L’Élysée a annoncé jeudi qu’Emmanuel Macron envisageait de nommer Thierry Dauxois à la présidence du CNRS, principal organisme public de recherche en France. Actuel directeur de l’Institut de physique du CNRS, le chercheur pourrait succéder à Antoine Petit à la tête d’une institution qui emploie près de 33.000 personnes et pilote plus de 1.100 laboratoires en France et à l’étranger.
La nomination proposée par le chef de l’État doit désormais être examinée par les commissions compétentes de l’Assemblée nationale et du Sénat, conformément à la procédure prévue par la Constitution. Selon l’Élysée, cette proposition a été formulée sur recommandation du gouvernement.
Un spécialiste de physique déjà bien implanté au CNRS
Ancien élève de l’École normale supérieure de Lyon et docteur en physique, Thierry Dauxois travaille au CNRS depuis les années 1990. Spécialiste de physique non linéaire et de physique statistique, il a dirigé le laboratoire de physique de l’ENS de Lyon entre 2012 et 2020 avant de devenir vice-président recherche de l’établissement, puis directeur de l’Institut de physique du CNRS en 2021.

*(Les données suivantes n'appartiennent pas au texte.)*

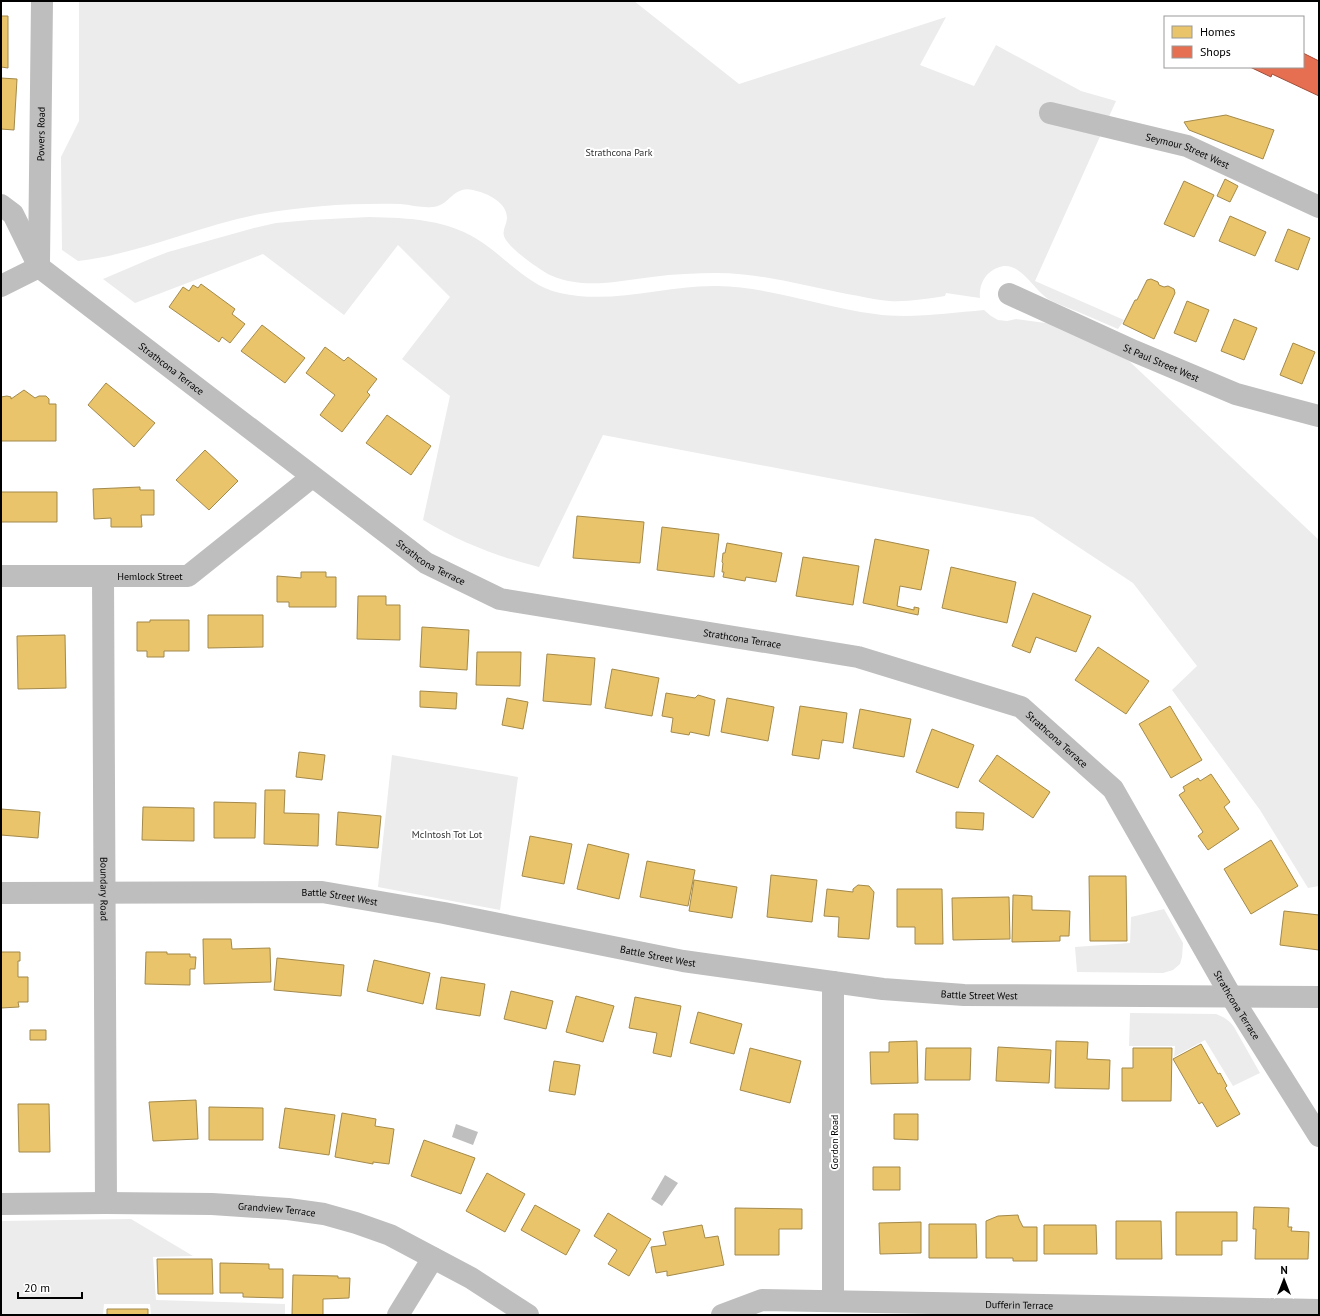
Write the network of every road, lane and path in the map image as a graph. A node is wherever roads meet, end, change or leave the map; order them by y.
1 (42, 1) edge
2 (1050, 113) dead end
3 (1, 205) edge
4 (1319, 207) edge
5 (39, 268) junction
6 (1, 286) edge
7 (1009, 294) dead end
8 (1319, 416) edge
9 (312, 477) junction
10 (1, 576) edge
11 (102, 576) junction
12 (104, 892) junction
13 (1, 893) edge
14 (833, 982) junction
15 (1231, 996) junction
16 (1319, 996) edge
17 (1319, 1136) edge
18 (106, 1203) junction
19 (1, 1204) edge
20 (433, 1258) junction
21 (833, 1301) junction
22 (1319, 1310) edge
23 (398, 1315) edge
24 (528, 1315) edge
25 (722, 1315) edge

1 - 5 street, Powers Road
2 - 4 street, Seymour Street West
3 - 5 street
5 - 6 street
5 - 9 street, Strathcona Terrace
7 - 8 street, St Paul Street West
9 - 11 street, Hemlock Street
9 - 15 street, Strathcona Terrace
10 - 11 street, Hemlock Street
11 - 12 street, Boundary Road
12 - 13 street, Battle Street West
12 - 14 street, Battle Street West
12 - 18 street, Boundary Road
14 - 15 street, Battle Street West
14 - 21 street, Gordon Road
15 - 16 street, Battle Street West
15 - 17 street, Strathcona Terrace
18 - 19 street, Grandview Terrace
18 - 20 street, Grandview Terrace
20 - 23 street
20 - 24 street, Grandview Terrace
21 - 22 street, Dufferin Terrace
21 - 25 street, Dufferin Terrace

Plusieurs laboratoires et responsables scientifiques alertent depuis des mois sur les conséquences des restrictions budgétaires et sur les difficultés de financement de certains programmes de recherche. Le futur président du CNRS devra notamment gérer les enjeux liés à l’attractivité scientifique, à la compétition internationale et au financement de la recherche publique.